### Description of the task
If a line in the listing below includes the string "Manchester", pull it out.

### Given information

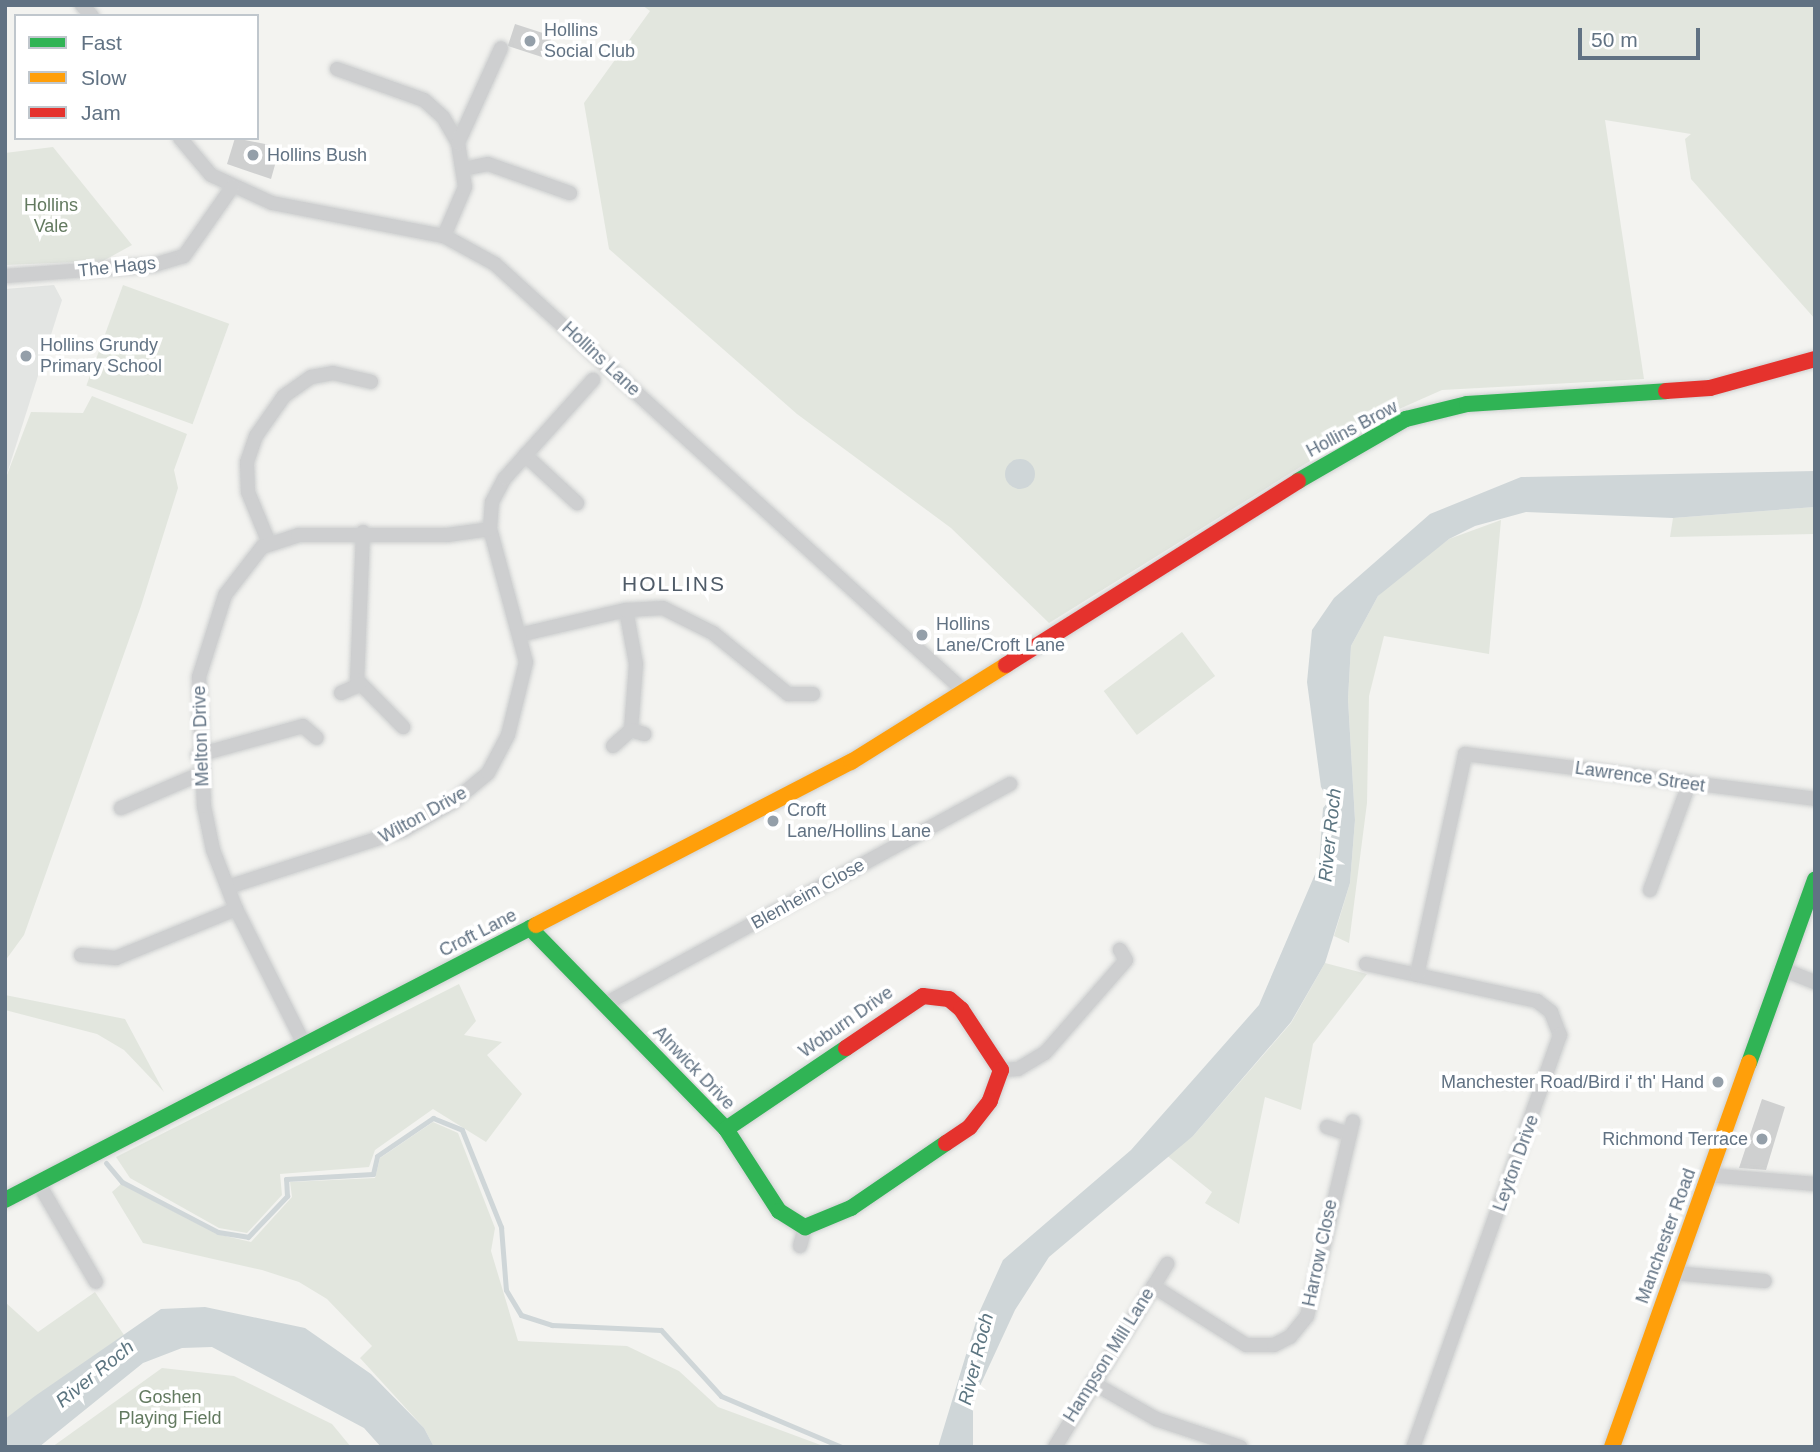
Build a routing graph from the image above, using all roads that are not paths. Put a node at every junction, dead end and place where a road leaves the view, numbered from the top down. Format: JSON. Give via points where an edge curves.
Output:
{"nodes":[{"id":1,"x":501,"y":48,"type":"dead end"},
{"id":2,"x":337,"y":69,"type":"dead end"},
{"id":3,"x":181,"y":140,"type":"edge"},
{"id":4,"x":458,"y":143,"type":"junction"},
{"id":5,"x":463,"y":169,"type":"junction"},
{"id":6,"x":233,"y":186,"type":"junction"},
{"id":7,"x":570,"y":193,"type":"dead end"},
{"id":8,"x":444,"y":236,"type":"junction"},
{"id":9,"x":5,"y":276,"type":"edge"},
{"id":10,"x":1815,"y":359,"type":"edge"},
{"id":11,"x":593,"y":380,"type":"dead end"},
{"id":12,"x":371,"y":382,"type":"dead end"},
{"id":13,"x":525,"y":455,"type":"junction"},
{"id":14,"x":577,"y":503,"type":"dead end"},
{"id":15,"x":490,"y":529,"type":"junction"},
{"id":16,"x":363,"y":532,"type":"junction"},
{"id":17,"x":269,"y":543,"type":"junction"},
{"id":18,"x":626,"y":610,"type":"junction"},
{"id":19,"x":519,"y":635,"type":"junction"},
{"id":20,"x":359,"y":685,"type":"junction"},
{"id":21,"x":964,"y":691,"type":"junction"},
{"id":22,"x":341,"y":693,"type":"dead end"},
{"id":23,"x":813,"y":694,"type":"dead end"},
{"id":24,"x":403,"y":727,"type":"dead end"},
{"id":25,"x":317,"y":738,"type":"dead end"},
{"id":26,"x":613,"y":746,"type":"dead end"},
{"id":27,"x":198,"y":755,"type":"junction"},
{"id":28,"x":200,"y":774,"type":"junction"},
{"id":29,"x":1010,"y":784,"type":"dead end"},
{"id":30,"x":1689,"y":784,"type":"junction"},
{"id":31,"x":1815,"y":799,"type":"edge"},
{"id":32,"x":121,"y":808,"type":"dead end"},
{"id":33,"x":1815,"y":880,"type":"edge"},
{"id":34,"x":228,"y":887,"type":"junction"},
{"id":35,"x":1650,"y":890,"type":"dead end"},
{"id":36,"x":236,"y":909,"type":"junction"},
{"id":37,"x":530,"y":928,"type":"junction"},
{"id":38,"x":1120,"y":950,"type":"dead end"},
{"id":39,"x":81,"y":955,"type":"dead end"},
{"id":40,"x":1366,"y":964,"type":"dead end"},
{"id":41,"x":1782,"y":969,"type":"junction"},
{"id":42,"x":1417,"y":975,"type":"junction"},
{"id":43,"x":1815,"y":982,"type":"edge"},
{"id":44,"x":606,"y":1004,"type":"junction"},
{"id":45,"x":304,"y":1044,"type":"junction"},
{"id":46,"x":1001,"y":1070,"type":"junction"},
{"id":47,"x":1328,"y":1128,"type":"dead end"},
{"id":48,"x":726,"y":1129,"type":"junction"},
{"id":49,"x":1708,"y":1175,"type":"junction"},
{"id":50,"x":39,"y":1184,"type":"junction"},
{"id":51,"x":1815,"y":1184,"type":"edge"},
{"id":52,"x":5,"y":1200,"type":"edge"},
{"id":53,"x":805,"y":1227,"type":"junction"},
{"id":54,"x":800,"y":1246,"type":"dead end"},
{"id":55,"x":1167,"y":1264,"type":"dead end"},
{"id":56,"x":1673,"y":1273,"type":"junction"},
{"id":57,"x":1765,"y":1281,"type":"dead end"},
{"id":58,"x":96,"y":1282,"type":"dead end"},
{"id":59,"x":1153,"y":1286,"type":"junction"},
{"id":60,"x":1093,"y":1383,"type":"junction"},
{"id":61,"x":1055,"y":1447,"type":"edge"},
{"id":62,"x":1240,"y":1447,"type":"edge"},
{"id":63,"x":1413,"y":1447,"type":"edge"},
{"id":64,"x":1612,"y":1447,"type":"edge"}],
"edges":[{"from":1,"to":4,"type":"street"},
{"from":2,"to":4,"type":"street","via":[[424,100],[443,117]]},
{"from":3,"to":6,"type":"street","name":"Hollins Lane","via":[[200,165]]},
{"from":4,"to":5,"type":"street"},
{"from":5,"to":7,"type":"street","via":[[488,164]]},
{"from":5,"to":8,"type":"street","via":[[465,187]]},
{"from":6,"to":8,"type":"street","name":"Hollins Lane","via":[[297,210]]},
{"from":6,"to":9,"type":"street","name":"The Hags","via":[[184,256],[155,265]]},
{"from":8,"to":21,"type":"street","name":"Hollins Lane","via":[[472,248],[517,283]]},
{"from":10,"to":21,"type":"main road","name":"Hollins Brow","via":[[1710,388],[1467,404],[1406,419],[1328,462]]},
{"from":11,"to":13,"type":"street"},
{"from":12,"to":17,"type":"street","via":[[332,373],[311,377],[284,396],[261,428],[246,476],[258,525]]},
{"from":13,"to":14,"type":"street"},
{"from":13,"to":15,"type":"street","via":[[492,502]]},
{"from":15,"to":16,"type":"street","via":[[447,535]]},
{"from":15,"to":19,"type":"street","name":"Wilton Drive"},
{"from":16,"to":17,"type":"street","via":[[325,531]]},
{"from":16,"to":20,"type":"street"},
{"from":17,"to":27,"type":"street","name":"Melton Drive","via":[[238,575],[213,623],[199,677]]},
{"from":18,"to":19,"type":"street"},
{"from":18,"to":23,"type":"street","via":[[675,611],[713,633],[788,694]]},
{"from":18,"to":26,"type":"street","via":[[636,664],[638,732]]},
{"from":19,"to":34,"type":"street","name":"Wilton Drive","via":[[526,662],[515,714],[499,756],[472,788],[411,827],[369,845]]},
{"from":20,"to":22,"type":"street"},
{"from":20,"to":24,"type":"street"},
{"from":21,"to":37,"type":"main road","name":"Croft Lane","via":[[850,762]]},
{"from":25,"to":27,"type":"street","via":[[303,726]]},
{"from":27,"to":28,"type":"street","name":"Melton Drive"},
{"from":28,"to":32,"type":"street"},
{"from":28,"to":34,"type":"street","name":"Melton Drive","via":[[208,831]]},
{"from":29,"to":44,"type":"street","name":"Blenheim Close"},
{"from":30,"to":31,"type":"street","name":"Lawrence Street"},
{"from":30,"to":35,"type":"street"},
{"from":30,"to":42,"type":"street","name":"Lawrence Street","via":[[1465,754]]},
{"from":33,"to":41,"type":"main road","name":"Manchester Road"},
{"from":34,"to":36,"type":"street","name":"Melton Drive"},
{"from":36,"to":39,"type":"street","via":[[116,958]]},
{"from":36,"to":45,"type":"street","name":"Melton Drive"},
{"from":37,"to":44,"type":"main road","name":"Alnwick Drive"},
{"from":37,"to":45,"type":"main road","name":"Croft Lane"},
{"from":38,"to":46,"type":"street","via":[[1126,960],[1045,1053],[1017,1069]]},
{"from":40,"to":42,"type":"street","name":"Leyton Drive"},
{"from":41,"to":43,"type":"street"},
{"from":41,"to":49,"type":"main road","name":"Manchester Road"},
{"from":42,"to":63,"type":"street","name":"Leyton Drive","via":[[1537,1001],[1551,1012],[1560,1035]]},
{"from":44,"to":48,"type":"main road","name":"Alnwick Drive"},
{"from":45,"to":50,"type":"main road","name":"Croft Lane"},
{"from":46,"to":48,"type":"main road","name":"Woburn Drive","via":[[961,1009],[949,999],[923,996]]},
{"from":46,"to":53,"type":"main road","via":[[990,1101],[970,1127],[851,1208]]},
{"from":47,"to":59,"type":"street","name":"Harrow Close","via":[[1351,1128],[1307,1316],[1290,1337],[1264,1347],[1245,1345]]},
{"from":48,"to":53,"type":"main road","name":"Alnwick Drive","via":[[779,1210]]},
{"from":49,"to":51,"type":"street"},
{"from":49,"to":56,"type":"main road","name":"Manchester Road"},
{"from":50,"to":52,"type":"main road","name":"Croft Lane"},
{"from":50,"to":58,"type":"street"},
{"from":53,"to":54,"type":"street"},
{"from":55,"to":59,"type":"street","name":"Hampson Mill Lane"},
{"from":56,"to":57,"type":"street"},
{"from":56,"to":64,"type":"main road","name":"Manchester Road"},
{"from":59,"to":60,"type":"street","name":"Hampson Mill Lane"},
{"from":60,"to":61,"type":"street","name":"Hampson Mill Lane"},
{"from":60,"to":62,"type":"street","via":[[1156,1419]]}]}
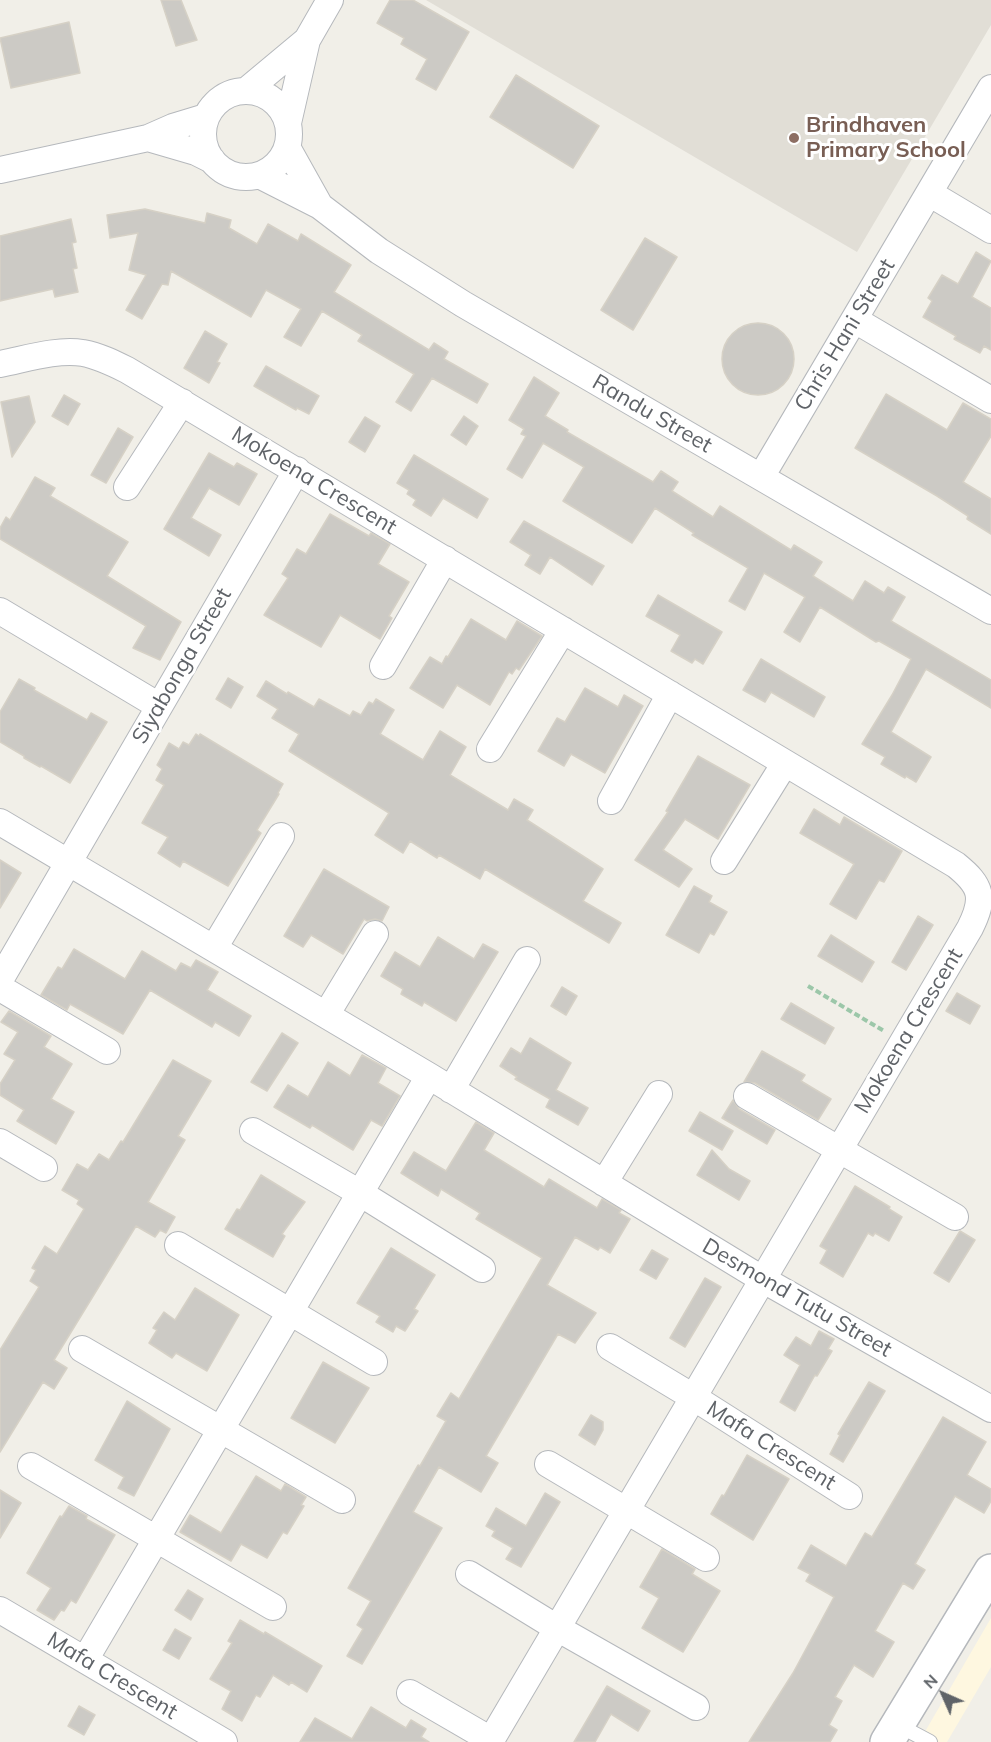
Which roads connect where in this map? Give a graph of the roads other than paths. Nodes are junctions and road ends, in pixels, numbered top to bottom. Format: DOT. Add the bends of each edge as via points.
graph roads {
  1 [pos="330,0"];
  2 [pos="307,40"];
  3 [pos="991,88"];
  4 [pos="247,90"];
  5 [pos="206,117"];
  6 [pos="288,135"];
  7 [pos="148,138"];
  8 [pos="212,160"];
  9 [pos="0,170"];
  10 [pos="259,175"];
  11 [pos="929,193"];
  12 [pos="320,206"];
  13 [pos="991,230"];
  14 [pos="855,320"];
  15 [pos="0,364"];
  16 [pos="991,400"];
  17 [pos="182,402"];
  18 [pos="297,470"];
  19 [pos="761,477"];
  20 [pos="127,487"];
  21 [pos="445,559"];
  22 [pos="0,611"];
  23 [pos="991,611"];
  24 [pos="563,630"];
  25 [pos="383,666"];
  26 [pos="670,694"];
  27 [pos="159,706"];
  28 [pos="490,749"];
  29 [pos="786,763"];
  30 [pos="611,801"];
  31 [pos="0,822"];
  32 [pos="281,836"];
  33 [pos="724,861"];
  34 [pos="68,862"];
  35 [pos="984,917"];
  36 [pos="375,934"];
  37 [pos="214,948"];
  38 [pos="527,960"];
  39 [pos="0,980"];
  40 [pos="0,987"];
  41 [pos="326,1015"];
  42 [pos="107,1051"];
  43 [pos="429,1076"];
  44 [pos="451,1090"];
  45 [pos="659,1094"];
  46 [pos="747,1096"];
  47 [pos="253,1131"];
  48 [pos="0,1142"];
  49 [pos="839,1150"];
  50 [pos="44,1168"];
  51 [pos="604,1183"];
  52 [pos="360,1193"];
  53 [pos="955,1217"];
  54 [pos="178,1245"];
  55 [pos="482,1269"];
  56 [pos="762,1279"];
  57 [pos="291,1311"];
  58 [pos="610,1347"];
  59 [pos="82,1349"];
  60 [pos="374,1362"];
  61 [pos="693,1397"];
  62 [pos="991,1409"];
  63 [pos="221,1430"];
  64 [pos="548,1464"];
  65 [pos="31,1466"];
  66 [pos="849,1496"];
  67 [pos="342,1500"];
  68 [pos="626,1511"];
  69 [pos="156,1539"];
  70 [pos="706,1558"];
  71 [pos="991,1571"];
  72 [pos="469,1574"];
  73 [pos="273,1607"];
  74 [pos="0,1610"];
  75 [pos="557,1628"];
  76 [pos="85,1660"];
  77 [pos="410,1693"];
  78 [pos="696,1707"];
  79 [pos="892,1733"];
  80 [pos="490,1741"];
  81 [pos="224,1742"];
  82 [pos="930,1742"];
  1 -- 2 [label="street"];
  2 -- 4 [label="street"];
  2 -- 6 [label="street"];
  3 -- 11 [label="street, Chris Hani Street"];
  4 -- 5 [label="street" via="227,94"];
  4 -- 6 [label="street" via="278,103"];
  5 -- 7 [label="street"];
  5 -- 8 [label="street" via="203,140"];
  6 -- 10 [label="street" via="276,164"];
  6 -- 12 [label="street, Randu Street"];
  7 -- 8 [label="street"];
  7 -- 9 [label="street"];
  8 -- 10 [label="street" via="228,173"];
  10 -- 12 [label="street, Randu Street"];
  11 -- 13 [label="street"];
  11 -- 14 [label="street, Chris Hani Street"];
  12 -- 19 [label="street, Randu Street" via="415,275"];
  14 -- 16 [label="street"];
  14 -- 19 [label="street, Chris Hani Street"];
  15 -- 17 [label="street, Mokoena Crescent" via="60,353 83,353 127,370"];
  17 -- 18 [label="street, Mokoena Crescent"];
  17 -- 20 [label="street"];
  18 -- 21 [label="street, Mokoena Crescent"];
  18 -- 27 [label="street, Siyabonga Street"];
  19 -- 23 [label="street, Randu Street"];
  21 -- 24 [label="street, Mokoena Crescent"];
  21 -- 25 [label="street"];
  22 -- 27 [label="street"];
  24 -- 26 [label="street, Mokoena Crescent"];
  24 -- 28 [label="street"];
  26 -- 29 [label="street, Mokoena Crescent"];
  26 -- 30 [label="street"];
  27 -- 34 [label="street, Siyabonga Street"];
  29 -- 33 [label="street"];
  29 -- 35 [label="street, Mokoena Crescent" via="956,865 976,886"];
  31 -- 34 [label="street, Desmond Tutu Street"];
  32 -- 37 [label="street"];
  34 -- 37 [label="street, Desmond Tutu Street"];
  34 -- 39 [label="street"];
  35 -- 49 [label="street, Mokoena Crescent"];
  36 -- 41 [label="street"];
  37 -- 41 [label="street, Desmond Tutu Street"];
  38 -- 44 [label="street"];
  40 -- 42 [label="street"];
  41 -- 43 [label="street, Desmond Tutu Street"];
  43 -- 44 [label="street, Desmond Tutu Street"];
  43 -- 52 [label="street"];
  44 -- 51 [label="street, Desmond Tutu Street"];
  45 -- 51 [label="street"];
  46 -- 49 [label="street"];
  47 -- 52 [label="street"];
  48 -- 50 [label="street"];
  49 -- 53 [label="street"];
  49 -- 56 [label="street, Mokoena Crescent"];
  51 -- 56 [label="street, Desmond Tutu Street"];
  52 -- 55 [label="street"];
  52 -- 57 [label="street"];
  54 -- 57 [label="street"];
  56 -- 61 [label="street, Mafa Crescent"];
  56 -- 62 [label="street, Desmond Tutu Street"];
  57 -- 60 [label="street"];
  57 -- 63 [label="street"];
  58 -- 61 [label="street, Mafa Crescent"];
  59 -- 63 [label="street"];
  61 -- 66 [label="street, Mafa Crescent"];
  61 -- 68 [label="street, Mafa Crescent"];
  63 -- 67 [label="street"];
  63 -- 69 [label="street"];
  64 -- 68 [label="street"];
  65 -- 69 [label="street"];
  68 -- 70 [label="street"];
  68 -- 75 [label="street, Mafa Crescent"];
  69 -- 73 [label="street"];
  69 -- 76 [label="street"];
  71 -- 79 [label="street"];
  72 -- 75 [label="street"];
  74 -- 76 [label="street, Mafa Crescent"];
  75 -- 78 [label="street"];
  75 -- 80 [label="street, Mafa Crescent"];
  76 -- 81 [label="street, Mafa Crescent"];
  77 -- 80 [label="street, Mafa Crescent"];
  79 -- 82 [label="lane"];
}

### Output
{"from":33,"to":41,"type":"main road","name":"Manchester Road"},
{"from":41,"to":49,"type":"main road","name":"Manchester Road"},
{"from":49,"to":56,"type":"main road","name":"Manchester Road"},
{"from":56,"to":64,"type":"main road","name":"Manchester Road"},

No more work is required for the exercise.